**Dataset records**
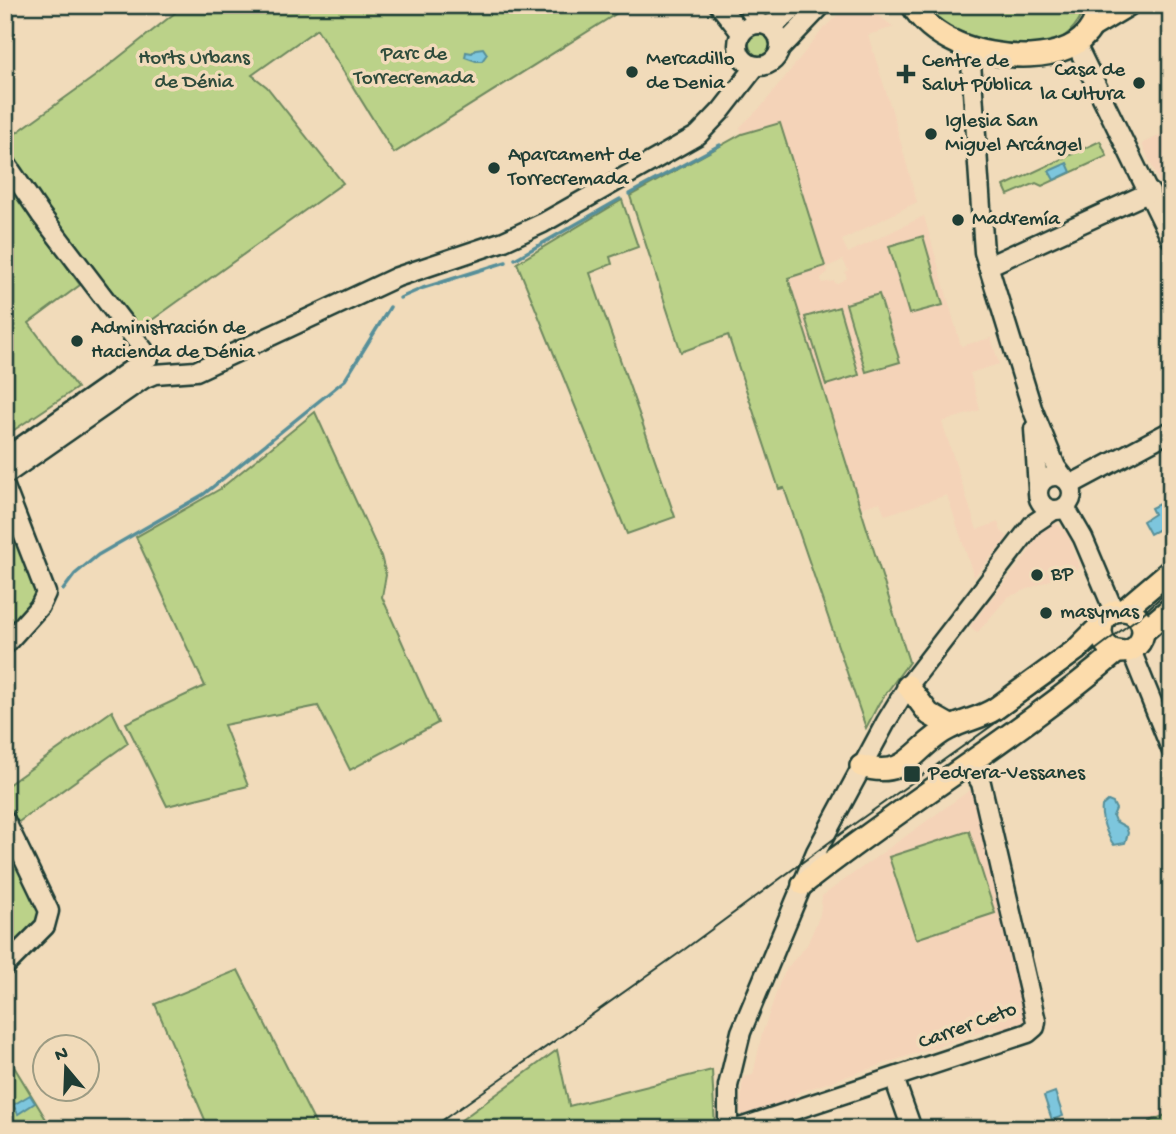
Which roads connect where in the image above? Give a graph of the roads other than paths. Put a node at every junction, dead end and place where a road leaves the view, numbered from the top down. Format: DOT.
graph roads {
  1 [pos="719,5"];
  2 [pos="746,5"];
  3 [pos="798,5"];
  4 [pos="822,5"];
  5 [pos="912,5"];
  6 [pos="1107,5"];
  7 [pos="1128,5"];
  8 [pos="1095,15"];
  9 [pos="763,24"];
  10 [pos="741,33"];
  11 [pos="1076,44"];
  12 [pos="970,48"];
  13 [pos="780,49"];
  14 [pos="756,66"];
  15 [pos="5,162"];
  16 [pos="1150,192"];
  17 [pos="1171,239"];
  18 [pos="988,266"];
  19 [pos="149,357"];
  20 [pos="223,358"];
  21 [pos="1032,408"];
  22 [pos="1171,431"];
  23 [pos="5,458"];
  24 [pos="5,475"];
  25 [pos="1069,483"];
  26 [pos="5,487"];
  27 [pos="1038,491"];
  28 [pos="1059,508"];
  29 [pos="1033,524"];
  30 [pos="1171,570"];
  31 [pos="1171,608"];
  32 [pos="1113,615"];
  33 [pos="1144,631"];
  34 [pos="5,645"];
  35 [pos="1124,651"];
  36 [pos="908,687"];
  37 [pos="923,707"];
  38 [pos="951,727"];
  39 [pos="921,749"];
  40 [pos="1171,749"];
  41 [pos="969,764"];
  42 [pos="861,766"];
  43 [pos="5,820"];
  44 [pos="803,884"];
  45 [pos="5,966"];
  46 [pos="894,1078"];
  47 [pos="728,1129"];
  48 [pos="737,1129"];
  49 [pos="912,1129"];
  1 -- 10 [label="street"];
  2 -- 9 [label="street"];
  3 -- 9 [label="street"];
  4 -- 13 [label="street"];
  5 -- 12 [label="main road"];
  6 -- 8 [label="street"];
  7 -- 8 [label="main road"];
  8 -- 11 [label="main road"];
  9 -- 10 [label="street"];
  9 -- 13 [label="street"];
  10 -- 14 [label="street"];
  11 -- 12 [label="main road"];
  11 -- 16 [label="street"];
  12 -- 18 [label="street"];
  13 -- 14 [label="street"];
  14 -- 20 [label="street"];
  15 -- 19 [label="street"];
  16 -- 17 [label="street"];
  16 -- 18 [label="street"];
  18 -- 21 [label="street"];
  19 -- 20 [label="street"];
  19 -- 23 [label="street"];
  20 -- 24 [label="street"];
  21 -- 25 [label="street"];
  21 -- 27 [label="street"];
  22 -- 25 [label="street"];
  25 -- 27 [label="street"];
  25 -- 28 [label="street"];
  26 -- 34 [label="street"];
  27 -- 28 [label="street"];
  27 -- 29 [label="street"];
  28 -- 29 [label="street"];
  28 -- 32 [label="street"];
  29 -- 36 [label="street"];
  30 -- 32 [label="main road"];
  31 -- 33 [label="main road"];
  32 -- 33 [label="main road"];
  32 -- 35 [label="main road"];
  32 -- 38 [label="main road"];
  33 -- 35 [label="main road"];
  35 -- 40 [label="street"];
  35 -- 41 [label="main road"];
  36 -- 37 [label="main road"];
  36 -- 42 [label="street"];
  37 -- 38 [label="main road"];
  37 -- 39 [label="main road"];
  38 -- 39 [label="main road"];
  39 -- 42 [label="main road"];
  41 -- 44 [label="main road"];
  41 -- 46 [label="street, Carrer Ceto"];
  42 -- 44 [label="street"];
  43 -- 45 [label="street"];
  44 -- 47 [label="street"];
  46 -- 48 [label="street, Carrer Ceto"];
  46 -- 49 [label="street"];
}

**What to produce**
Which of the lines in the data contain the string "Carrer"? Return each one.

**Answer area**
  41 -- 46 [label="street, Carrer Ceto"];
  46 -- 48 [label="street, Carrer Ceto"];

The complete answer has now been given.